Podgorica City Assembly President Jelena Borovinić Bojović has accused opposition councilors of “committing fouls” in a clumsy attempt to seize power without elections, after the European Progress Party submitted an initiative to appoint Miloš Mašković as vice president of the city parliament, a position vacant since October 2024. Borovinić Bojović, who also faces a separate opposition initiative to remove her from the presidency, fired back by citing the Capital City Statute and Rules of Procedure, which clearly state that the vice president can only be elected upon proposal by the assembly president, not through opposition petitions. She announced that the ruling coalition will hold consultations in coming days to produce its own candidate, while dismissing the opposition maneuver as “petty obstructions and cheap tricks” from a former government that “wasted its mandate.”

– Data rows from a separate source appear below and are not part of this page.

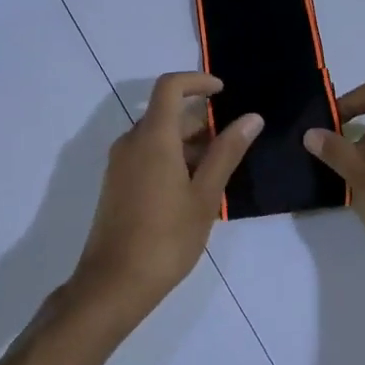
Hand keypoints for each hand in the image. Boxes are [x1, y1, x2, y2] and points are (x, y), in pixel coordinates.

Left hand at [71, 72, 260, 327]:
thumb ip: (227, 152)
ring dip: (188, 141)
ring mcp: (120, 164)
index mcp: (152, 137)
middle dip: (201, 119)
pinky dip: (172, 157)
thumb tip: (251, 118)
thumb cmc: (166, 238)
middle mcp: (131, 142)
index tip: (224, 92)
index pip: (170, 87)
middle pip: (166, 112)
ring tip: (219, 169)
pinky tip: (194, 188)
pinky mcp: (117, 184)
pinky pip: (147, 154)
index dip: (198, 81)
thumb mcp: (205, 195)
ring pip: (157, 135)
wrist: (113, 284)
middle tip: (233, 142)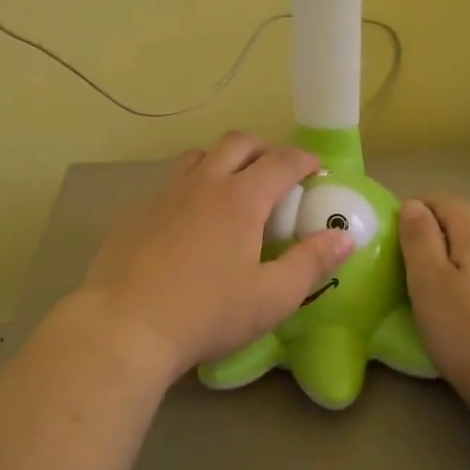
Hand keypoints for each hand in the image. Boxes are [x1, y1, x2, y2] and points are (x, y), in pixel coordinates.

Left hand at [75, 131, 355, 381]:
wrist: (124, 326)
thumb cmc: (206, 313)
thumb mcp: (272, 297)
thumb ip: (311, 263)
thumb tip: (345, 237)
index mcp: (240, 199)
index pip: (282, 161)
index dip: (305, 160)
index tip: (316, 170)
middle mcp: (202, 184)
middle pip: (237, 143)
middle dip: (264, 149)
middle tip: (276, 172)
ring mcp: (163, 195)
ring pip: (198, 157)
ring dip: (222, 161)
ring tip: (232, 189)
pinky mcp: (135, 213)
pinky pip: (169, 185)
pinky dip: (190, 189)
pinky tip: (188, 223)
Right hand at [398, 195, 469, 421]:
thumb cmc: (468, 333)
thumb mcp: (428, 282)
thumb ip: (418, 238)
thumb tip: (414, 205)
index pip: (441, 200)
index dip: (414, 211)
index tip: (395, 241)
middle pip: (465, 219)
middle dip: (436, 231)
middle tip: (410, 264)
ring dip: (459, 253)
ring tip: (440, 285)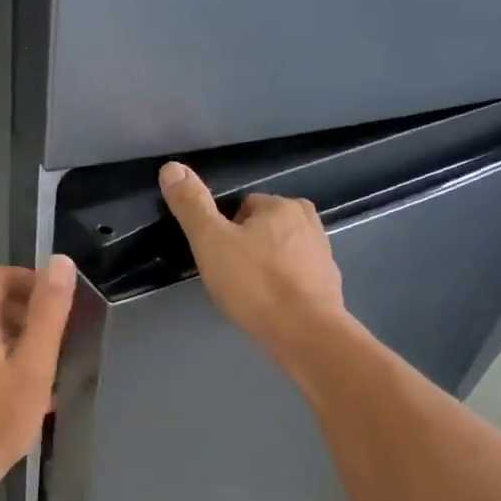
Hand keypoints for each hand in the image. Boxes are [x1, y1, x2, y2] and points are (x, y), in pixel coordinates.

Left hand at [0, 258, 76, 494]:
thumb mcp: (34, 364)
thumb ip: (48, 313)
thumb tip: (60, 262)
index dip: (31, 280)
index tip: (59, 302)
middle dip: (29, 314)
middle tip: (59, 338)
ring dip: (20, 342)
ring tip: (47, 368)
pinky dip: (5, 364)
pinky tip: (25, 395)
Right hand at [158, 161, 347, 370]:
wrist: (304, 332)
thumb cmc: (254, 283)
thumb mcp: (211, 242)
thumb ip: (192, 206)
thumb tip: (171, 167)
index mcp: (281, 205)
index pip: (243, 207)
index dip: (224, 232)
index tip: (218, 258)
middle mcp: (309, 221)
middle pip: (264, 229)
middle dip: (247, 249)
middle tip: (231, 278)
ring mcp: (323, 254)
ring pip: (282, 253)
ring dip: (266, 268)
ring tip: (250, 295)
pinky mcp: (329, 284)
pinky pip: (297, 277)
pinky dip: (284, 288)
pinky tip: (272, 307)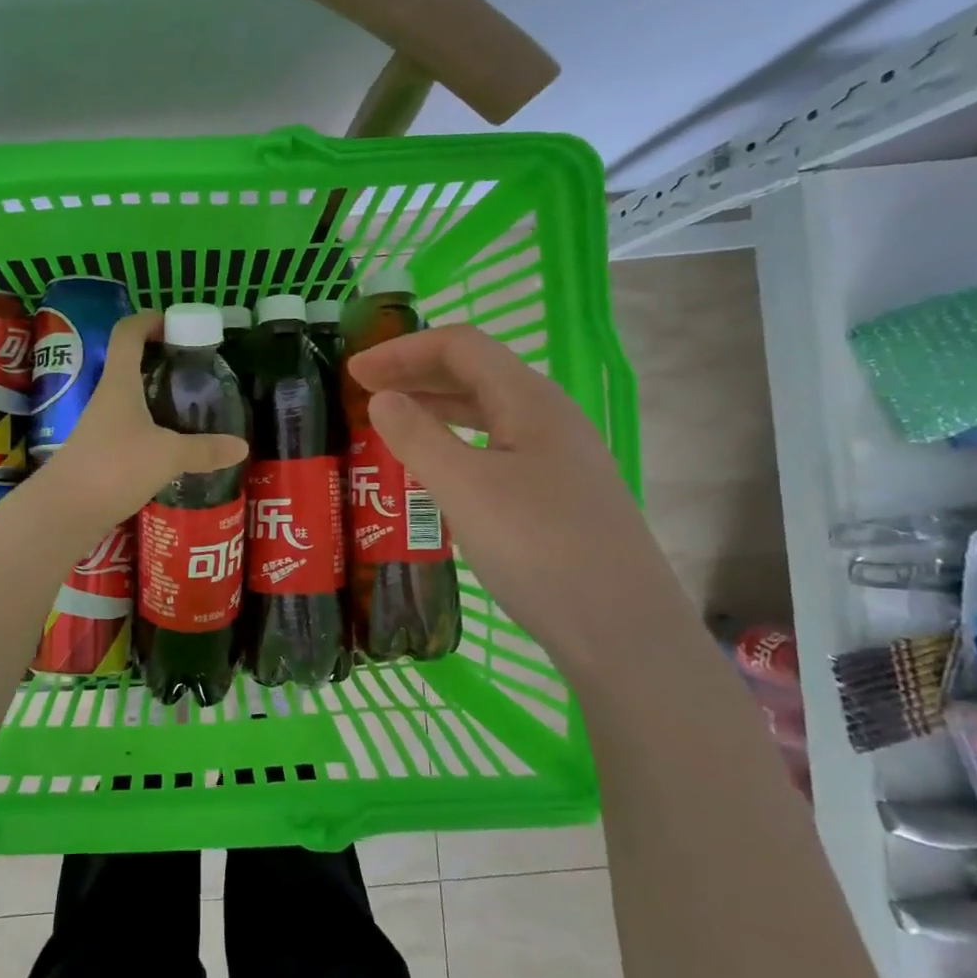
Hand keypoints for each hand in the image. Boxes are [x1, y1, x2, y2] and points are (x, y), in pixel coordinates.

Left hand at [35, 311, 247, 529]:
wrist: (64, 511)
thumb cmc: (114, 467)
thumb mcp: (167, 456)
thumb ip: (204, 450)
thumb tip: (241, 446)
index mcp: (119, 383)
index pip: (128, 333)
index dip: (150, 320)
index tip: (177, 324)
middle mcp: (107, 398)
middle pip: (130, 364)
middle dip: (161, 360)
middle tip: (195, 369)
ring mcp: (100, 426)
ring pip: (131, 398)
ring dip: (157, 396)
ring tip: (191, 406)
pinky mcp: (100, 453)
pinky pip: (130, 428)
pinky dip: (151, 427)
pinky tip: (172, 445)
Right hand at [346, 325, 679, 658]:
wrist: (622, 630)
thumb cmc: (539, 548)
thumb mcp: (465, 488)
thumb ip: (418, 437)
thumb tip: (382, 399)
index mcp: (529, 400)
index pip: (460, 347)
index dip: (403, 350)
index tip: (354, 372)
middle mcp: (547, 418)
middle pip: (474, 374)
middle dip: (414, 375)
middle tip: (361, 393)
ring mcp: (555, 458)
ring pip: (485, 414)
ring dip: (433, 409)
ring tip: (388, 425)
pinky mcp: (554, 495)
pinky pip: (493, 450)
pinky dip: (453, 445)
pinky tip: (432, 471)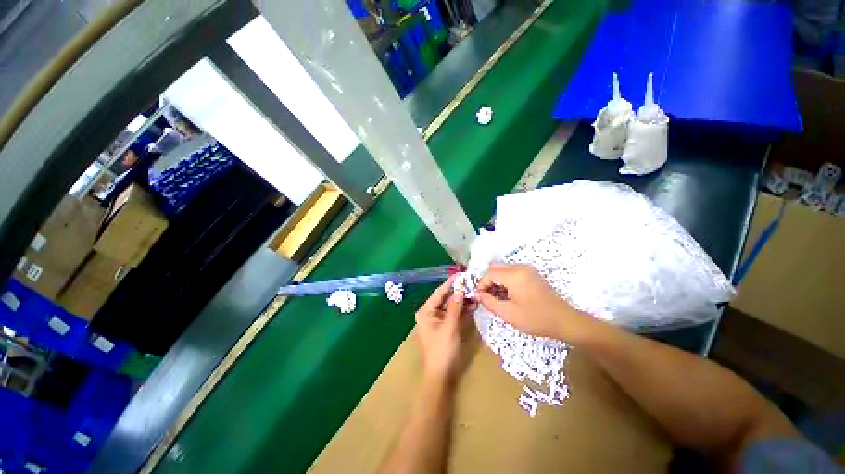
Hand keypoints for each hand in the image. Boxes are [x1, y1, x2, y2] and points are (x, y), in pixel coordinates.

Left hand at [415, 276, 475, 383]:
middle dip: (458, 292)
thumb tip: (460, 290)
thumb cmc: (442, 349)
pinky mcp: (446, 326)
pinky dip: (462, 310)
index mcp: (426, 311)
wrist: (441, 374)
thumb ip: (455, 307)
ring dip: (462, 301)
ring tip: (474, 292)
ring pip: (451, 306)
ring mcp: (438, 320)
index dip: (450, 284)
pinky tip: (473, 305)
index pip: (439, 293)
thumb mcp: (449, 326)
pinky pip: (454, 315)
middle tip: (471, 283)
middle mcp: (431, 313)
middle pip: (445, 298)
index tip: (460, 275)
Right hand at [477, 264, 594, 341]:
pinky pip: (512, 272)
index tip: (480, 298)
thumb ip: (489, 302)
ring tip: (499, 298)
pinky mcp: (532, 274)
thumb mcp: (508, 313)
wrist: (565, 321)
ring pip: (503, 269)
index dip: (481, 285)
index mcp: (514, 275)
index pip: (489, 273)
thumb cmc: (535, 318)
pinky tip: (509, 295)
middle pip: (495, 268)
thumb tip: (478, 295)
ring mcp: (528, 270)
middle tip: (488, 297)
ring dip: (497, 281)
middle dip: (488, 281)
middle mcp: (520, 267)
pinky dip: (506, 280)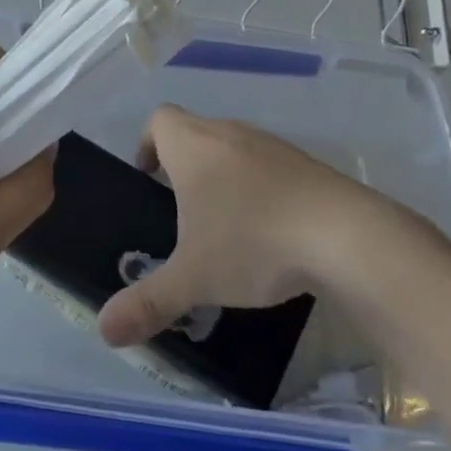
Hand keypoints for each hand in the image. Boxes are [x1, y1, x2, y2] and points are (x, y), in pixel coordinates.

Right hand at [96, 106, 406, 346]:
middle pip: (195, 132)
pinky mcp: (307, 164)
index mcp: (193, 146)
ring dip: (223, 177)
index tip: (147, 179)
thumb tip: (104, 331)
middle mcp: (229, 133)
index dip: (146, 143)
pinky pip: (269, 167)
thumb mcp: (193, 279)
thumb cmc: (252, 242)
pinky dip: (260, 189)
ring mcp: (272, 145)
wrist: (346, 236)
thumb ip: (147, 303)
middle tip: (180, 213)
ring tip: (225, 226)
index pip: (158, 119)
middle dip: (183, 166)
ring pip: (233, 149)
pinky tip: (270, 232)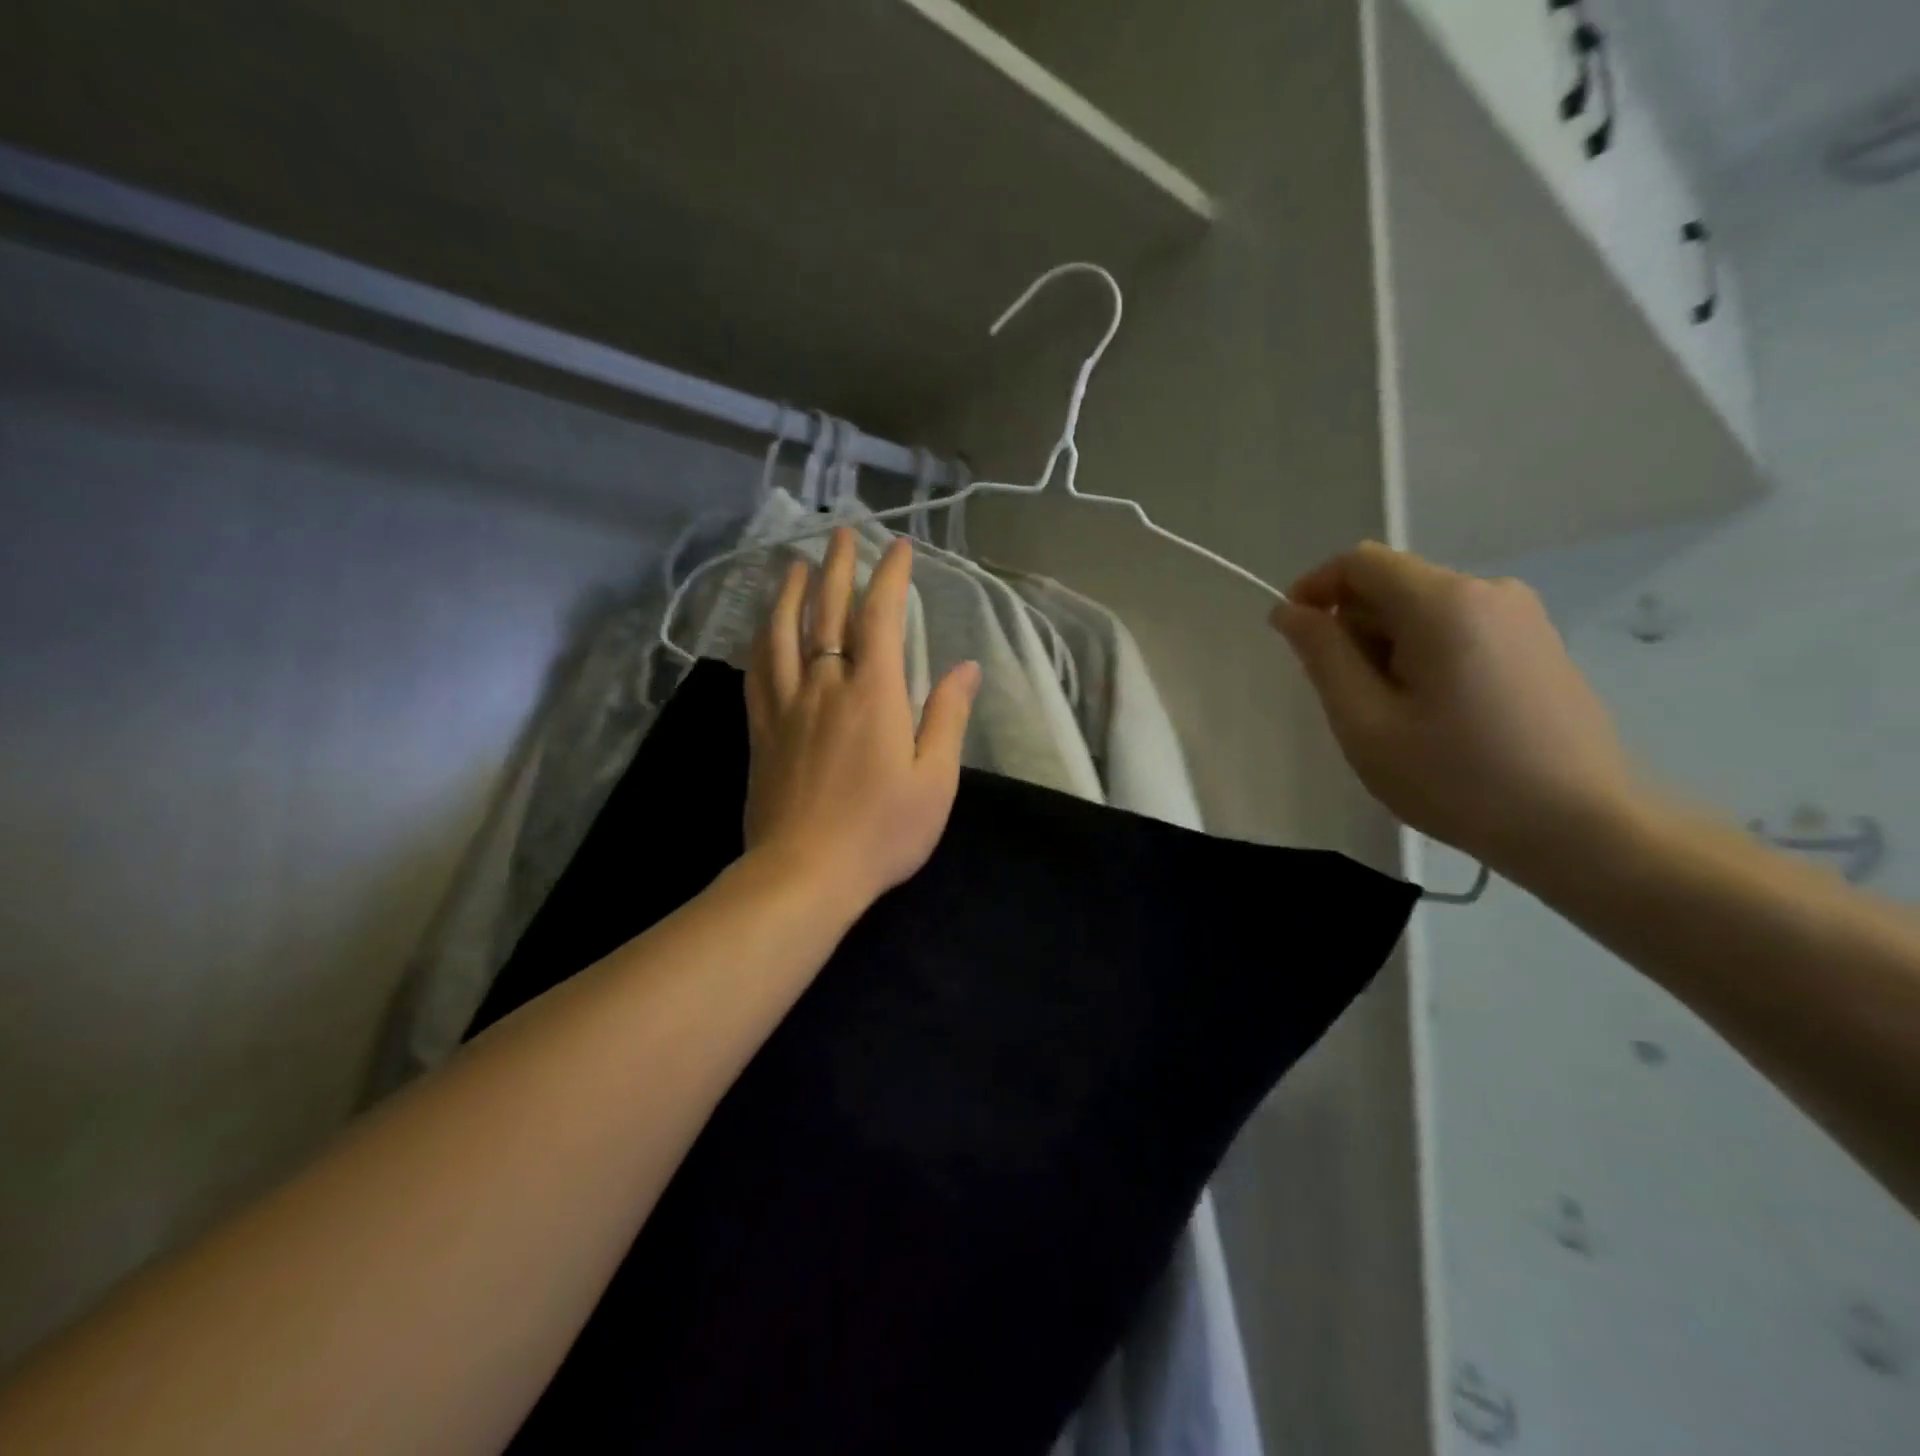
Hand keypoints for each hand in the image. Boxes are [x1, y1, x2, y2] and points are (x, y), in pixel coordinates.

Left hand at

The confrontation exposes the fragility of power in Montenegro’s capital, where the ruling Europe Now!-Democratic Montenegro-For the Future of Podgorica coalition lost its majority after the September 2024 snap elections, dropping from 31 to 27 councilors and leaving them three seats short. The European Alliance, led by Mašković, a 26 year old political operative who also serves as secretary of the Social Democrats’ parliamentary club, has sought to exploit this weakness by pushing for institutional influence despite lacking governing power. The opposition has also called for shortening the assembly’s mandate and holding early elections, arguing that the ruling majority no longer exists and has stalled the city’s development.
For Montenegro’s broader political landscape, the Podgorica standoff reflects national level dysfunction. The Europe Now movement, which emerged as a reformist force after the 2020 fall of the DPS regime, has fractured through internal conflicts between Prime Minister Milojko Spajić and President Jakov Milatović, while its poor performance in municipal elections has emboldened opposition forces. Borovinić Bojović’s hardline response, framing the opposition as ignorant of procedural rules and manipulative of voters, risks further polarizing an already divided capital, particularly as rumors circulate that she may soon become Deputy Prime Minister for health, potentially triggering another leadership vacuum. Whether the ruling coalition can maintain control of Podgorica’s institutions through procedural maneuvering, or whether the opposition’s pressure will force early elections, will test the durability of Montenegro’s post 2020 political order at its most vulnerable point.